Thanks to this, not only was a new audience coming to the sports pages, but also a new brand of journalists. “Erik Niva and Johanna Frändén had perhaps been possible 30 years ago but they would not have been writing in the same style, about the same topics. Now they are among the best writers there are in Sweden, regardless of category”, Bank says. 18 years after the launch the pink sports pages are still there, just as the basic values of quality, curiosity and courage. But more and more energy is used for the digital traffic and there are plenty of challenges.

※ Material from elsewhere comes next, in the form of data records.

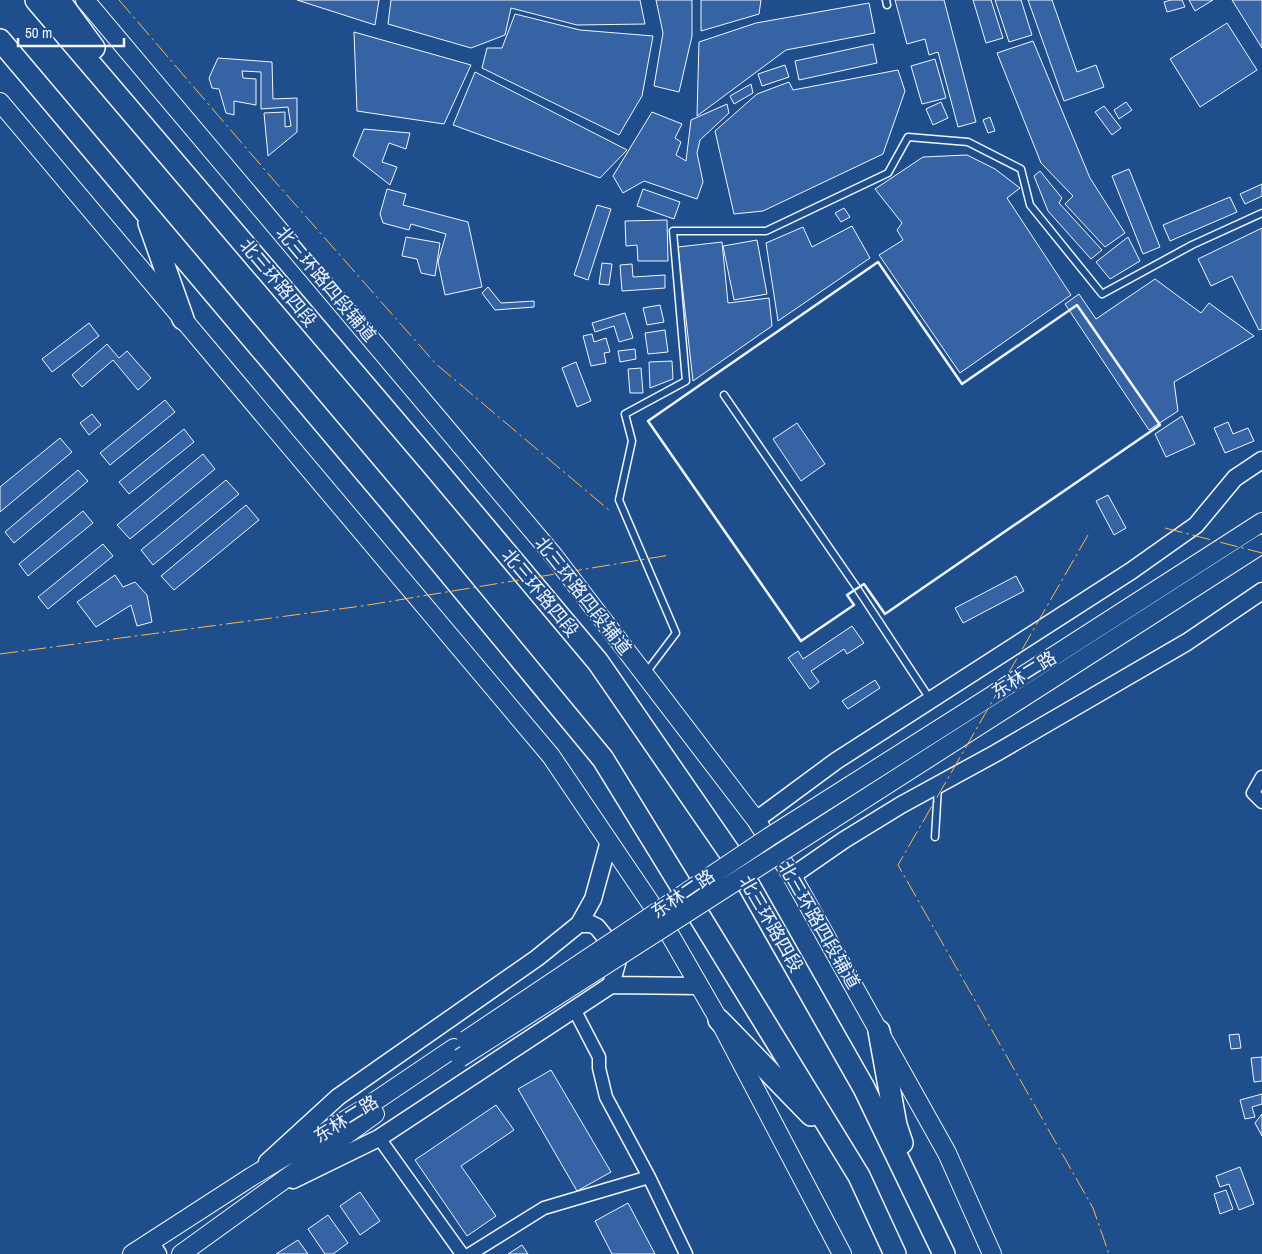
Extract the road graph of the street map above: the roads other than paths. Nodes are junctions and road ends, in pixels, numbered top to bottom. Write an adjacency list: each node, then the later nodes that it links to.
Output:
1 (36, 0): 6 (highway, 北三环路四段)
2 (59, 0): 6 (highway)
3 (85, 0): 15 (main road, 北三环路四段辅道)
4 (0, 40): 7 (highway)
5 (0, 102): 9 (main road)
6 (185, 174): 36 (highway, 北三环路四段)
7 (145, 211): 9 (highway); 32 (highway)
8 (1262, 213): 15 (lane)
9 (183, 319): 22 (main road)
10 (724, 395): 16 (lane)
11 (1262, 460): 16 (street)
12 (1262, 522): 30 (main road, 东林二路, bridge)
13 (1262, 544): 30 (main road, 东林二路, bridge)
14 (1262, 590): 18 (street)
15 (644, 675): 20 (main road, 北三环路四段辅道)
16 (931, 700): 20 (street)
17 (1262, 777): 19 (street)
18 (938, 786): 21 (lane); 23 (street)
19 (1262, 802)
20 (756, 820): 23 (main road, 北三环路四段辅道)
21 (935, 837)
22 (609, 840): 24 (street); 26 (main road)
23 (792, 876): 29 (main road, 北三环路四段辅道)
24 (579, 924): 25 (street); 33 (street)
25 (611, 985): 26 (street); 27 (street)
26 (699, 986): 28 (main road)
27 (574, 1009): 31 (street); 34 (street)
28 (719, 1020): 32 (highway); 43 (main road)
29 (879, 1031): 36 (highway); 46 (main road, 北三环路四段辅道)
30 (457, 1053): 33 (main road, 东林二路); 35 (main road, 东林二路)
31 (379, 1138): 35 (street); 40 (street)
32 (839, 1143): 44 (highway)
33 (251, 1177): 37 (main road, 东林二路)
34 (649, 1177): 41 (street); 42 (street)
35 (270, 1190): 39 (main road, 东林二路)
36 (933, 1230): 45 (highway, 北三环路四段)
37 (154, 1248): 38 (main road, 东林二路)
38 (132, 1254)
39 (181, 1254)
40 (462, 1254)
41 (470, 1254)
42 (686, 1254)
43 (842, 1254)
44 (895, 1254)
45 (944, 1254)
46 (992, 1254)

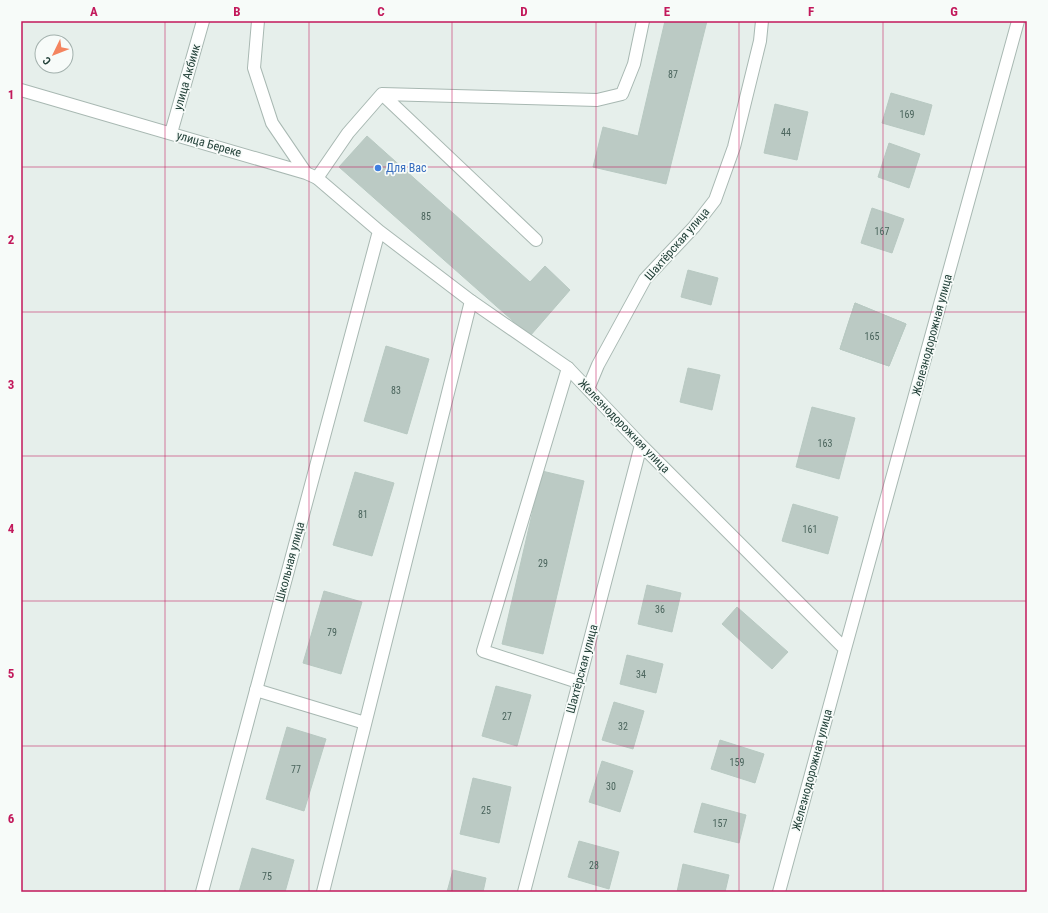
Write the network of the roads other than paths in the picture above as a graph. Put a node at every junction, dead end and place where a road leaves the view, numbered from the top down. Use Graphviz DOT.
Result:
graph roads {
  1 [pos="203,21"];
  2 [pos="258,21"];
  3 [pos="643,21"];
  4 [pos="762,21"];
  5 [pos="1018,21"];
  6 [pos="21,90"];
  7 [pos="382,94"];
  8 [pos="171,133"];
  9 [pos="311,175"];
  10 [pos="379,231"];
  11 [pos="536,240"];
  12 [pos="471,301"];
  13 [pos="568,368"];
  14 [pos="588,389"];
  15 [pos="641,445"];
  16 [pos="845,649"];
  17 [pos="578,682"];
  18 [pos="256,690"];
  19 [pos="365,723"];
  20 [pos="202,892"];
  21 [pos="323,892"];
  22 [pos="524,892"];
  23 [pos="779,892"];
  1 -- 8 [label="street, улица Акбиик"];
  2 -- 9 [label="street"];
  3 -- 7 [label="street"];
  4 -- 14 [label="street, Шахтёрская улица"];
  5 -- 16 [label="street, Железнодорожная улица"];
  6 -- 8 [label="street, улица Береке"];
  7 -- 9 [label="street"];
  7 -- 11 [label="street"];
  8 -- 9 [label="street, улица Береке"];
  9 -- 10 [label="street, улица Береке"];
  10 -- 12 [label="street, Железнодорожная улица"];
  10 -- 18 [label="street, Школьная улица"];
  12 -- 13 [label="street, Железнодорожная улица"];
  12 -- 19 [label="street"];
  13 -- 14 [label="street, Железнодорожная улица"];
  13 -- 17 [label="street"];
  14 -- 15 [label="street, Железнодорожная улица"];
  15 -- 16 [label="street, Железнодорожная улица"];
  15 -- 17 [label="street, Шахтёрская улица"];
  16 -- 23 [label="street, Железнодорожная улица"];
  17 -- 22 [label="street, Шахтёрская улица"];
  18 -- 19 [label="street"];
  18 -- 20 [label="street, Школьная улица"];
  19 -- 21 [label="street"];
}
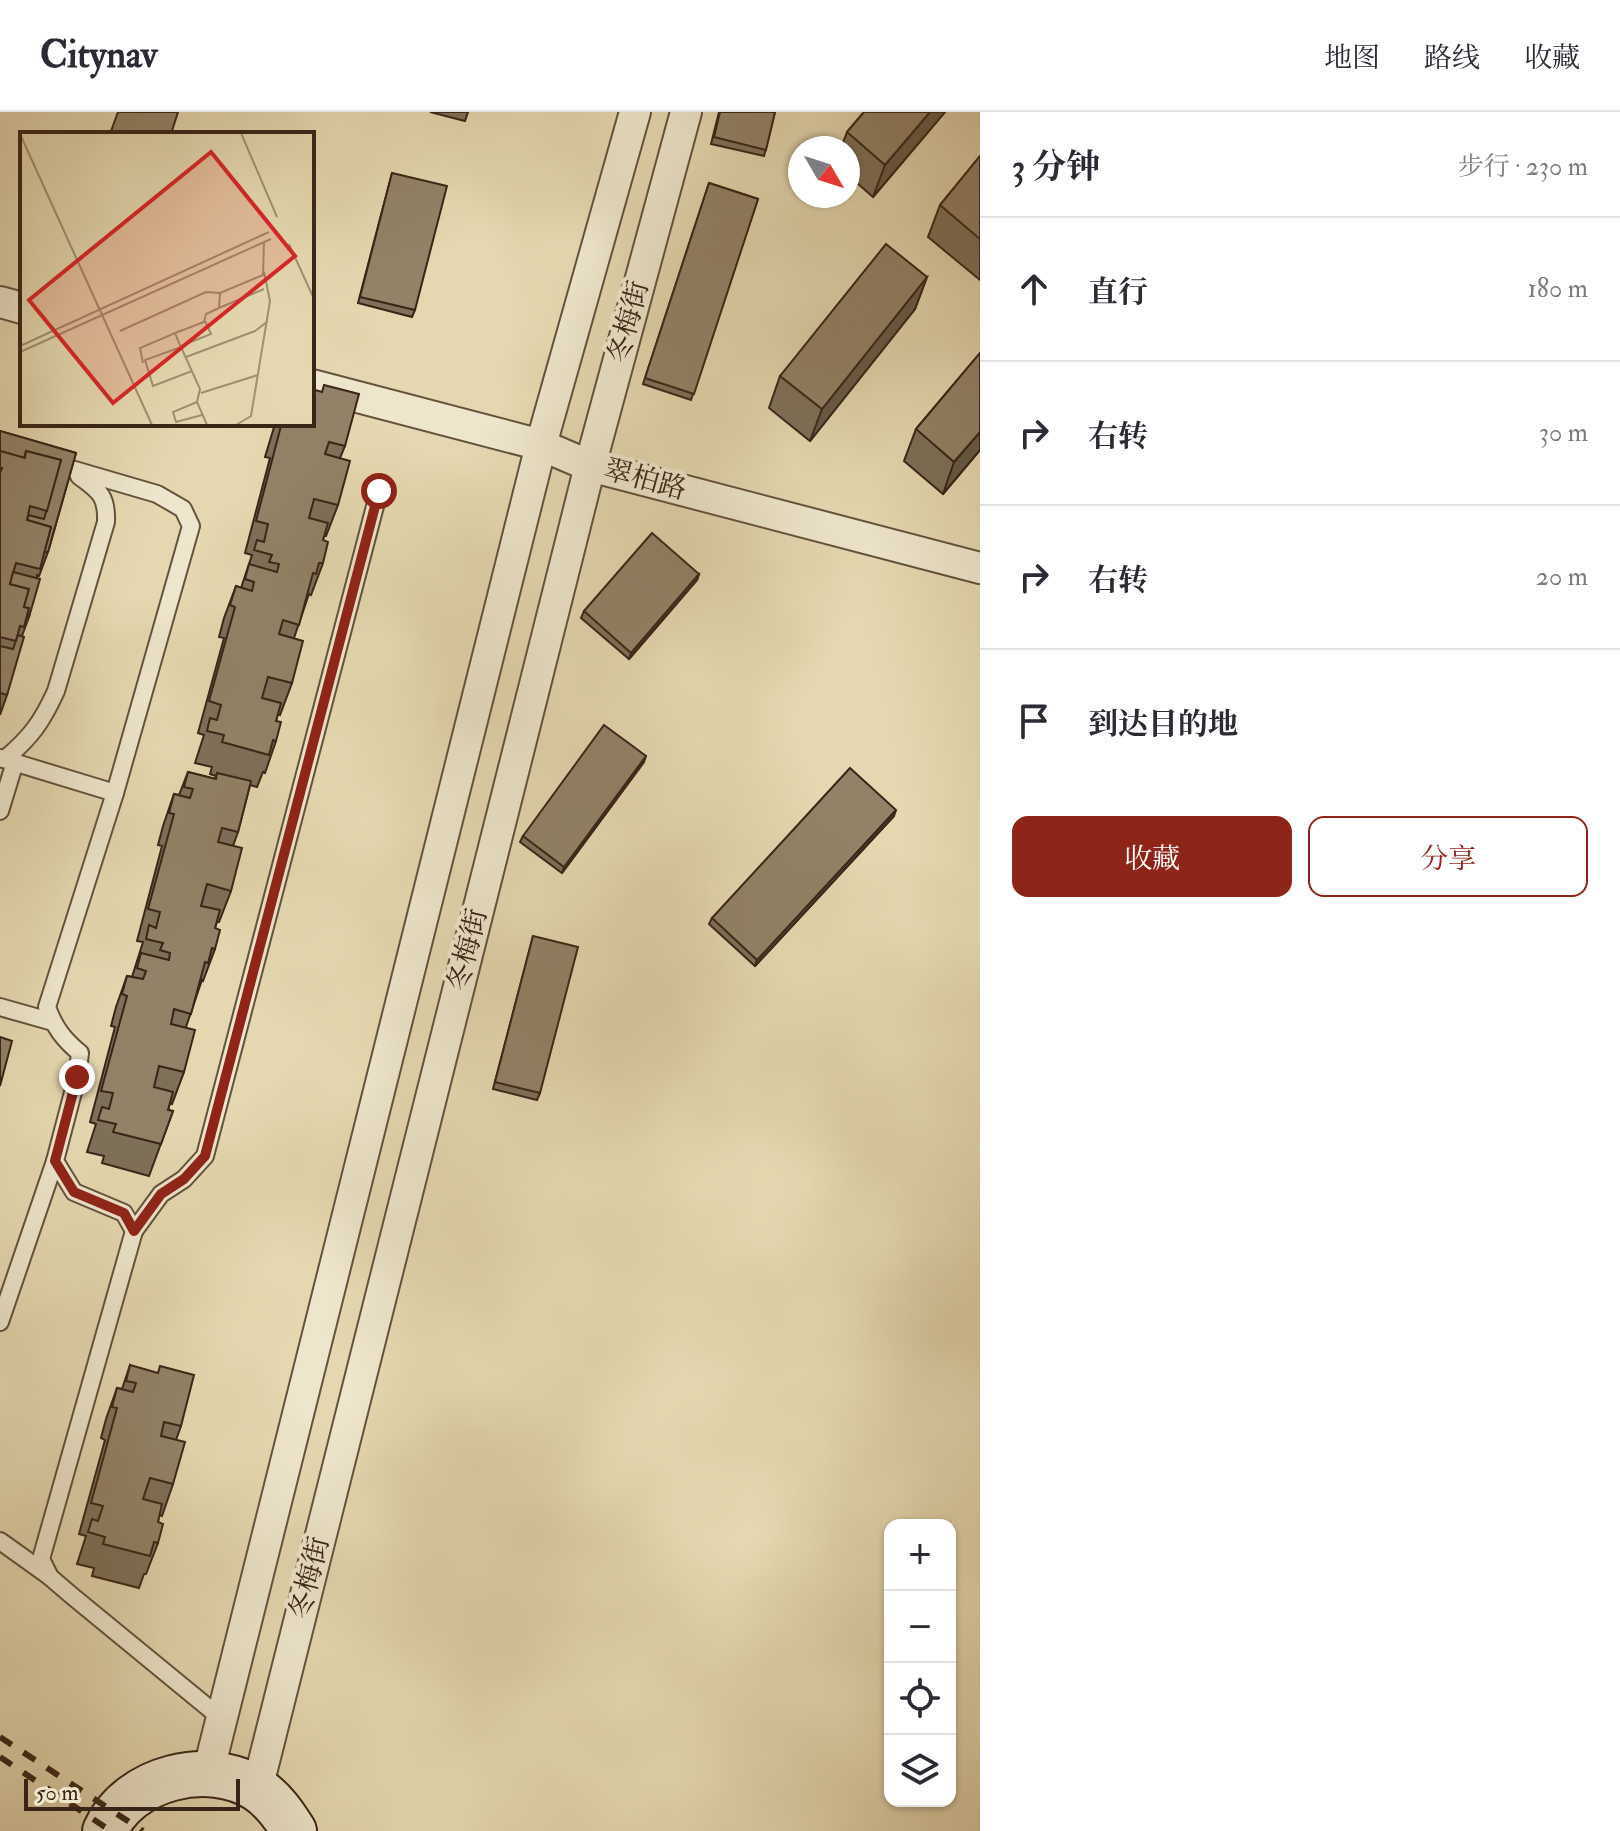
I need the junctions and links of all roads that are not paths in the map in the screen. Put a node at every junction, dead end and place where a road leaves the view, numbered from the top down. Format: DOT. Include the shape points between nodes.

“It has been a fantastic journey and it’s still going on”, says the present editor of Sportbladet Pontus Carlgren. “We develop and change all the time. Today we are not only producing a daily paper. We are working with social media, videos, podcasts and an IT development that can be absolutely decisive. The tone of presentation that was typical for Sportbladet still exists but can now also be heard clearly in all our social media. In our new organization we have three staff members working with social media. All three of them have a background as subeditors at the paper, and that is not a coincidence”, Pontus Carlgren says.
A pioneering spirit
Several of the profiles at Sportbladet have been awarded prizes for their journalism and much of the playfulness and pioneering spirit that distinguished Sportbladet 18 years ago still lives on, both in the editorial room and in the marketing department. In the spring of 2018 4,373 footballs were dumped all over Sergels Torg in the center of Stockholm as a reminder of the long, warm – and pink – World Cup summer that lay ahead.